[Stored items]
· · · · · · ·
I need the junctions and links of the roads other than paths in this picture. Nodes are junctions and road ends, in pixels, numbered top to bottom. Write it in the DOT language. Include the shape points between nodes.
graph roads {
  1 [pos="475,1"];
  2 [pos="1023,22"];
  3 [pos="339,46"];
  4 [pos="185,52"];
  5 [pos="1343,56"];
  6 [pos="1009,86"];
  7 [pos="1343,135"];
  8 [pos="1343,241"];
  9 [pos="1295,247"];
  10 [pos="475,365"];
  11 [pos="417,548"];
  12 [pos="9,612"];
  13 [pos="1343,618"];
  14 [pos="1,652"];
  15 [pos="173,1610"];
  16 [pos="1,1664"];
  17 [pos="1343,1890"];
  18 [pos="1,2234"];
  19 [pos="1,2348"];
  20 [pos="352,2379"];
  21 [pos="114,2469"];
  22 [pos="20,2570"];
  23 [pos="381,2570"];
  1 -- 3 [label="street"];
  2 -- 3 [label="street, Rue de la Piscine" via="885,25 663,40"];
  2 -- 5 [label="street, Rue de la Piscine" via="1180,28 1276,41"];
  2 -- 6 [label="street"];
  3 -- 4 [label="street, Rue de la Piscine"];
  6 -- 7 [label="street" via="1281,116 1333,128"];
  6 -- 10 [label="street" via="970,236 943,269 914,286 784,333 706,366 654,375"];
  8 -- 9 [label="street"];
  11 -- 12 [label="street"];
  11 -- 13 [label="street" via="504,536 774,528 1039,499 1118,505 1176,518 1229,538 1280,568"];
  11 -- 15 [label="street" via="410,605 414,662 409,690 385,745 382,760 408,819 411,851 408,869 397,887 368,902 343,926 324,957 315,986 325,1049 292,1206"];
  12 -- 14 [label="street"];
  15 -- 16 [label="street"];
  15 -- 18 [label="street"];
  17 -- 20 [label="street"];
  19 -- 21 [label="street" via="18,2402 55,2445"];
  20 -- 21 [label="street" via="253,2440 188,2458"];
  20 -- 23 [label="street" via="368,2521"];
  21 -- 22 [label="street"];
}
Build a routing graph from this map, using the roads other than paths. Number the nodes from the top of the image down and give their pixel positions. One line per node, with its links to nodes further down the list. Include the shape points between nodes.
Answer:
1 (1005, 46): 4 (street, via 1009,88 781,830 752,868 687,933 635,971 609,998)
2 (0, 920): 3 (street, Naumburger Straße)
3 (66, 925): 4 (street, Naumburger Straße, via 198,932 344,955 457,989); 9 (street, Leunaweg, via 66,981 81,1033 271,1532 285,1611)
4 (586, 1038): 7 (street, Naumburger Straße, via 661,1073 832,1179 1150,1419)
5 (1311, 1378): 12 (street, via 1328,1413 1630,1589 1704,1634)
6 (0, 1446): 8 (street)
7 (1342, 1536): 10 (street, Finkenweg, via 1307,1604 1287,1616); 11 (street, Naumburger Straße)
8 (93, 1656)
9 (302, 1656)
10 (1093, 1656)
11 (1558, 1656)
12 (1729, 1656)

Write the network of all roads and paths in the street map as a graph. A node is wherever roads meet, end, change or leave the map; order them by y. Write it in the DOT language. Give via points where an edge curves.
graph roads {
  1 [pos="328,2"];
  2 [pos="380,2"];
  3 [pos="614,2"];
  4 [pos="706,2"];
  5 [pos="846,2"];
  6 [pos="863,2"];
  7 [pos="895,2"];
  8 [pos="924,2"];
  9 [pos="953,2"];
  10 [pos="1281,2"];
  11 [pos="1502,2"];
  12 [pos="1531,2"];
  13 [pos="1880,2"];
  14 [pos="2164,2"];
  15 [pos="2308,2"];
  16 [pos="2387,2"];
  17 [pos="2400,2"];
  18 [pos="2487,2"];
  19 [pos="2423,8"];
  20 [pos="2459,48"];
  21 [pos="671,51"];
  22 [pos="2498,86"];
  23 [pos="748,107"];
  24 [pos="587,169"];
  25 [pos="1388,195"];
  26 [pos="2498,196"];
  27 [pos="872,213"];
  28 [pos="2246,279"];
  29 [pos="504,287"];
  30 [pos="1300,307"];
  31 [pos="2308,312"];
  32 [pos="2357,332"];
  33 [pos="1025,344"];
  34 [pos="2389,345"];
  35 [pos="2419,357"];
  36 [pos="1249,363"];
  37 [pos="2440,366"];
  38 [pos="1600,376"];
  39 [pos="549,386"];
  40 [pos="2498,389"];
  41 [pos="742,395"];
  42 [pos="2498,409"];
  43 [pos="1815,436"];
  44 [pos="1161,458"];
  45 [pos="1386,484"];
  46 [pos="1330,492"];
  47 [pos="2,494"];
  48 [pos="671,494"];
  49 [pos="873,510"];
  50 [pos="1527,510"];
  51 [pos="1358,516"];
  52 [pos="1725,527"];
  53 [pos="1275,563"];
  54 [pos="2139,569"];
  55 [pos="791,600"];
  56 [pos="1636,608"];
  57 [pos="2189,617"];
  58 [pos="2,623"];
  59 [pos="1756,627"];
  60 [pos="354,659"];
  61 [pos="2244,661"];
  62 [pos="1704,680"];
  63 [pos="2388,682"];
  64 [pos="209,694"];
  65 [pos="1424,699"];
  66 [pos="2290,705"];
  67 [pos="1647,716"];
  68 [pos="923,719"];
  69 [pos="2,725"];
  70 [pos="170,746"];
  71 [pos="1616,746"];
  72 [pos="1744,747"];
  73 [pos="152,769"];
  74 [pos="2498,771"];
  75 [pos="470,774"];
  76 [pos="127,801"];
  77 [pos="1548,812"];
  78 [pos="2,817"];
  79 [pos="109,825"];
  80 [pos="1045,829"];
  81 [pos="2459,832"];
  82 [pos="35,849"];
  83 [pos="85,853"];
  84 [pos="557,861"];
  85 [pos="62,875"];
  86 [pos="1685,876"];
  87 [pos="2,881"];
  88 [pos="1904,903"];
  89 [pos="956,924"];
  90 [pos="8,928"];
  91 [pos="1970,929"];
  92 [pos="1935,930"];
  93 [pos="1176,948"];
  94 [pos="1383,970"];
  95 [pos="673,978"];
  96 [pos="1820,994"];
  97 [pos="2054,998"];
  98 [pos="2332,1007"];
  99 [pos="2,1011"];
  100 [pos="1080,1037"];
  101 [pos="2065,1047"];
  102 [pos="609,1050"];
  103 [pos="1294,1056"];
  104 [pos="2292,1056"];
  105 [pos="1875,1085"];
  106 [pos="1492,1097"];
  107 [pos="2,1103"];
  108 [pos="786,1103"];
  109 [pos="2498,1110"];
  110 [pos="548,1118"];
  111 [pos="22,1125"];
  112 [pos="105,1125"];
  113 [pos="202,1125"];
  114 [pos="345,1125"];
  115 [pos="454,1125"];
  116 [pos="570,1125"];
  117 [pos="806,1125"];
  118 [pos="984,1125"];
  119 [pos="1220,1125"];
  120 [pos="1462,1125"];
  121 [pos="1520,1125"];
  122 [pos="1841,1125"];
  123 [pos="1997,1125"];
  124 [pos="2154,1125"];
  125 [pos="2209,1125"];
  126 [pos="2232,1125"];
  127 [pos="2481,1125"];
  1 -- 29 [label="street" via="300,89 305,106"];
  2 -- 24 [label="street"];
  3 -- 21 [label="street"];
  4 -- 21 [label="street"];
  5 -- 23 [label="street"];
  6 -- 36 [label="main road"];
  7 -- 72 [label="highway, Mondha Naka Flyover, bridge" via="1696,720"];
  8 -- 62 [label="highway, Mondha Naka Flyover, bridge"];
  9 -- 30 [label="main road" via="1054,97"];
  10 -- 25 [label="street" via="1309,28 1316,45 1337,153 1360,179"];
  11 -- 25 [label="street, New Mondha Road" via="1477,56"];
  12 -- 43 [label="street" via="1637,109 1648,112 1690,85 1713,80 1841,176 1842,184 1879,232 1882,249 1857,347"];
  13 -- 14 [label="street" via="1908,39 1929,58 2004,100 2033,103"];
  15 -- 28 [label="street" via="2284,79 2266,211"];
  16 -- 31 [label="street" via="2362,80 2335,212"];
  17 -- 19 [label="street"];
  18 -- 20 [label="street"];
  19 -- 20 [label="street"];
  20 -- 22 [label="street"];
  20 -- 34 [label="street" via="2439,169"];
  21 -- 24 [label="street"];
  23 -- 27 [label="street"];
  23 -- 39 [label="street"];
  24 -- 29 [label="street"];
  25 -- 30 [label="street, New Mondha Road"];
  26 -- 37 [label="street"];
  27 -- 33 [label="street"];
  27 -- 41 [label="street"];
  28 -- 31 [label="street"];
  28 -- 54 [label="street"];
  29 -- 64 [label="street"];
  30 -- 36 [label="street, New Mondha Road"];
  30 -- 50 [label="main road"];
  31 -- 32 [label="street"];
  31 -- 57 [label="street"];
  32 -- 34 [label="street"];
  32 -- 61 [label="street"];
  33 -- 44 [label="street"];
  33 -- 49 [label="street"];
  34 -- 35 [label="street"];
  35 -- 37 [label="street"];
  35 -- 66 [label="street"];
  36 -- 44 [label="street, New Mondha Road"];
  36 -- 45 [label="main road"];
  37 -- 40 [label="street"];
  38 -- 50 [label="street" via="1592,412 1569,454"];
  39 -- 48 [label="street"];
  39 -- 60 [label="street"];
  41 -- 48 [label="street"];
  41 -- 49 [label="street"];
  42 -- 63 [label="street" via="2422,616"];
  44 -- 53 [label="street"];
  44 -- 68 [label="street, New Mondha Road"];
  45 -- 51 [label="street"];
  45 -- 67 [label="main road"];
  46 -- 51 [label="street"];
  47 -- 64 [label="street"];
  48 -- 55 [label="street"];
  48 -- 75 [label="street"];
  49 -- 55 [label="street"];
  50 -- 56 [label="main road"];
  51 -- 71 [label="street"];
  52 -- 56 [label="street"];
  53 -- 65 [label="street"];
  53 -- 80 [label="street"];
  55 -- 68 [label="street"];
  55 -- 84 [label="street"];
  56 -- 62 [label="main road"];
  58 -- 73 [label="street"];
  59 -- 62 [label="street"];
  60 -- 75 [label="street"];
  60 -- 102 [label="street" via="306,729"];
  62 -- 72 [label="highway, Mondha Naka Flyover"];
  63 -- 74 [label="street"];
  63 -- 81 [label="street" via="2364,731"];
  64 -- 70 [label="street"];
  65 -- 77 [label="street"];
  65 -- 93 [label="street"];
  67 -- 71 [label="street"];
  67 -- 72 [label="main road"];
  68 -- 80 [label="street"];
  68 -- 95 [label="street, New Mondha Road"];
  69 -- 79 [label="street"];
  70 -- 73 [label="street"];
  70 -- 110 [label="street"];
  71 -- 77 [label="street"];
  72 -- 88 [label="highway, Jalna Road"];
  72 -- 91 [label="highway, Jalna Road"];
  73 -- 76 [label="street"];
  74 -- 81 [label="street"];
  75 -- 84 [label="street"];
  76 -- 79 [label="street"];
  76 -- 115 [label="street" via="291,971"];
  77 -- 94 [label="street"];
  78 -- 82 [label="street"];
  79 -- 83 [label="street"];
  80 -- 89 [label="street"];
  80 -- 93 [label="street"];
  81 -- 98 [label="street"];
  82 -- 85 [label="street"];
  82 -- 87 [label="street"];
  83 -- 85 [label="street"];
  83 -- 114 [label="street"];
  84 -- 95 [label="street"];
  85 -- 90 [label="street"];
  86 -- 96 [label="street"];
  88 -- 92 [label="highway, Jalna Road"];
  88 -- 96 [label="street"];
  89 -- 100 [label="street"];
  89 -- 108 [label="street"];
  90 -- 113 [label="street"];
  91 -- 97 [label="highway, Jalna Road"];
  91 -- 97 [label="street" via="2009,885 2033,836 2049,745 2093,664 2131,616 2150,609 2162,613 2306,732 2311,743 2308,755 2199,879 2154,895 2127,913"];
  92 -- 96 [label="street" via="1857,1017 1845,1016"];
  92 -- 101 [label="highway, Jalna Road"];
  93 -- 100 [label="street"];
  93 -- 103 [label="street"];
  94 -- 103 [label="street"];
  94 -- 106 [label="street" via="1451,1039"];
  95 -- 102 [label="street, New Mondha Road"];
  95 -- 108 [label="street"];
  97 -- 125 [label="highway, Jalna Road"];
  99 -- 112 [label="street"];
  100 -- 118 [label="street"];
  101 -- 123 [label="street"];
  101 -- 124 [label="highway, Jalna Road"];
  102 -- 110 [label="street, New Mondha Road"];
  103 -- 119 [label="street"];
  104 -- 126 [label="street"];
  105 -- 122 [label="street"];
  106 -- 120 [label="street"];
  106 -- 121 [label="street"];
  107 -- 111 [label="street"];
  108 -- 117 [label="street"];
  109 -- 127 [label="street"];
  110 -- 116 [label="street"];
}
· · · · · · ·
What lines in the data include the string "Mondha"? Copy each one.

  7 -- 72 [label="highway, Mondha Naka Flyover, bridge" via="1696,720"];
  8 -- 62 [label="highway, Mondha Naka Flyover, bridge"];
  11 -- 25 [label="street, New Mondha Road" via="1477,56"];
  25 -- 30 [label="street, New Mondha Road"];
  30 -- 36 [label="street, New Mondha Road"];
  36 -- 44 [label="street, New Mondha Road"];
  44 -- 68 [label="street, New Mondha Road"];
  62 -- 72 [label="highway, Mondha Naka Flyover"];
  68 -- 95 [label="street, New Mondha Road"];
  95 -- 102 [label="street, New Mondha Road"];
  102 -- 110 [label="street, New Mondha Road"];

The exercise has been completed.